[Record extracts]
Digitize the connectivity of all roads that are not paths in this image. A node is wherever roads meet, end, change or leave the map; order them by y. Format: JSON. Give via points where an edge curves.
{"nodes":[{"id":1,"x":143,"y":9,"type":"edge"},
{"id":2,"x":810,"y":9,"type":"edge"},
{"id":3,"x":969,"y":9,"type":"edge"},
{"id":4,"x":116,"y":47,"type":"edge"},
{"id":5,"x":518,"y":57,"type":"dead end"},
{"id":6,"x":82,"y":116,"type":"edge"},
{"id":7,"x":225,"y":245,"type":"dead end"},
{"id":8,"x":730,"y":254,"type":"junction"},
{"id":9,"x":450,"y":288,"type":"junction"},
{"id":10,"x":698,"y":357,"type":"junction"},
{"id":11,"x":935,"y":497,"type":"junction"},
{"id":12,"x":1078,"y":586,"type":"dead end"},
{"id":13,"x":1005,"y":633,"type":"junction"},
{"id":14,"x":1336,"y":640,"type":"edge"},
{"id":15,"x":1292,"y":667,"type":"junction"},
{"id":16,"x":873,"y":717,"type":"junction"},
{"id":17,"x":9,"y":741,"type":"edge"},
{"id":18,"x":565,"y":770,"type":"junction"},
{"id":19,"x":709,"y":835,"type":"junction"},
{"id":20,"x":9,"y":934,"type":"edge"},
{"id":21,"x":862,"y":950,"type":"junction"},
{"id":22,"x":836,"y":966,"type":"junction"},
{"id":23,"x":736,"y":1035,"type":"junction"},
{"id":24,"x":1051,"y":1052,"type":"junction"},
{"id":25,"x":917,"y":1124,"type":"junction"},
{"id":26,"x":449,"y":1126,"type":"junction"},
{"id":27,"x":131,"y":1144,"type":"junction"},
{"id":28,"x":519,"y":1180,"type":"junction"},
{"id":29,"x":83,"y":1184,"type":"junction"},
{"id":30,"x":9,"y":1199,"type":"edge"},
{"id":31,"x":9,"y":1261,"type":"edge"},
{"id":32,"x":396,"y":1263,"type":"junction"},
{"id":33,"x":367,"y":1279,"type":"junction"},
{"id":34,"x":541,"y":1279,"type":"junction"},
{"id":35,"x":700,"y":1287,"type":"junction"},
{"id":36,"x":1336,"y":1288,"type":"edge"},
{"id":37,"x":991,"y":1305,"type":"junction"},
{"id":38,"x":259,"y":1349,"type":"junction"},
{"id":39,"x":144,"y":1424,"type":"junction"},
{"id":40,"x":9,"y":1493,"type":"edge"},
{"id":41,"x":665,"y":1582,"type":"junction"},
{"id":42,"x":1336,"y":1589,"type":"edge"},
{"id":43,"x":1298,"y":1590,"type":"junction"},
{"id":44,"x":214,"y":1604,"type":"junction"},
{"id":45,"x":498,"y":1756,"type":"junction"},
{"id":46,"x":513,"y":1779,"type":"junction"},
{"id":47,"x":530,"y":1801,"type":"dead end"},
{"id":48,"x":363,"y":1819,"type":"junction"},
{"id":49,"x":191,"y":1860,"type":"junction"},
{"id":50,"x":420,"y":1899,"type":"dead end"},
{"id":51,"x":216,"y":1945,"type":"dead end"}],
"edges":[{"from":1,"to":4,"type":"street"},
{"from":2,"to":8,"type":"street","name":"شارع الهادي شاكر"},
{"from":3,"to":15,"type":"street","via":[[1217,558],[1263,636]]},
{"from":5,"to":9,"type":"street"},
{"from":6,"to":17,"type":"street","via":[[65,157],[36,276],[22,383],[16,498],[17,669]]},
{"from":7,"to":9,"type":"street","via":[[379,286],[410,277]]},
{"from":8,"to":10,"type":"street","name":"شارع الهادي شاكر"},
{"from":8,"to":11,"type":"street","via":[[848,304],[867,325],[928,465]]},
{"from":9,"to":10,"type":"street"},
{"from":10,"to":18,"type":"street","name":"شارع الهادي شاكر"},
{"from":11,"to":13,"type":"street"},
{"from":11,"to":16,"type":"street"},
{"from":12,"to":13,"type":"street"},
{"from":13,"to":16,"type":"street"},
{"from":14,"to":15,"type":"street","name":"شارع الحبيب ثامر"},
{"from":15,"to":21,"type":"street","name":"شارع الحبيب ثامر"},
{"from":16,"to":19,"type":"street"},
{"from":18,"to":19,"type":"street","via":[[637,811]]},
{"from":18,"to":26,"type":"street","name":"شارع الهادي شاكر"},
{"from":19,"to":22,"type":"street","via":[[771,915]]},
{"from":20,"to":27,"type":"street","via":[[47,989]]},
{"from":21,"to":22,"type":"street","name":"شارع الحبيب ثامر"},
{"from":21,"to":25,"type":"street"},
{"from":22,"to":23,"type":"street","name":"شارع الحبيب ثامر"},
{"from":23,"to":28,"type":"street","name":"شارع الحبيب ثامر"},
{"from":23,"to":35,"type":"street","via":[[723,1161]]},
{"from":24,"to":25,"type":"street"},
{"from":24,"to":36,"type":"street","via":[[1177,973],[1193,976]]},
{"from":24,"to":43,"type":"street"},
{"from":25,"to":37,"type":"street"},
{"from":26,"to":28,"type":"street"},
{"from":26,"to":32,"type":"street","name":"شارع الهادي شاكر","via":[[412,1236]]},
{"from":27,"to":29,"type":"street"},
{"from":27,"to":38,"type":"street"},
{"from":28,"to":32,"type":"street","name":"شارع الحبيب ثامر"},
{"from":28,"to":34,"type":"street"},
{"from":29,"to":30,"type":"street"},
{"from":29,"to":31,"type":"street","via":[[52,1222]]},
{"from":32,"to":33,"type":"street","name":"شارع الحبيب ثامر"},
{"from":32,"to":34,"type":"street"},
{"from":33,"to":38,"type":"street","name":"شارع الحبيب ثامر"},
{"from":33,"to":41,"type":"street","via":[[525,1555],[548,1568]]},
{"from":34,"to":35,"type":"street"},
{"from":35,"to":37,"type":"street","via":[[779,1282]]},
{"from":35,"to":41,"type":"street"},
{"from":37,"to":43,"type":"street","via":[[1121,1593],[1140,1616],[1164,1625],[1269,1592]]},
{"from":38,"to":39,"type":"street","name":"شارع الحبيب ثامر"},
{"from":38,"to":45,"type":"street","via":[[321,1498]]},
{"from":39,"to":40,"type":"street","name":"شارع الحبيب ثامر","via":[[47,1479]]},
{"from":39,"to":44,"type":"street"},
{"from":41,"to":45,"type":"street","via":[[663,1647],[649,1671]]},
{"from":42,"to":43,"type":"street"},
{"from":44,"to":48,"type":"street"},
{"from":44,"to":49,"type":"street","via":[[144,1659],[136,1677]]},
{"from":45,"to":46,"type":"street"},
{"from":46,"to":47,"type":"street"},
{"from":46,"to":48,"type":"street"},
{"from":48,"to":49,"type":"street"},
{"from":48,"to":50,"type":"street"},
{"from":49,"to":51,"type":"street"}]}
[/Record extracts]
◆ What you will do
What lines in the data above contain the word "الهادي"? Copy them all.

◆ Task answer
{"from":2,"to":8,"type":"street","name":"شارع الهادي شاكر"},
{"from":8,"to":10,"type":"street","name":"شارع الهادي شاكر"},
{"from":10,"to":18,"type":"street","name":"شارع الهادي شاكر"},
{"from":18,"to":26,"type":"street","name":"شارع الهادي شاكر"},
{"from":26,"to":32,"type":"street","name":"شارع الهادي شاكر","via":[[412,1236]]},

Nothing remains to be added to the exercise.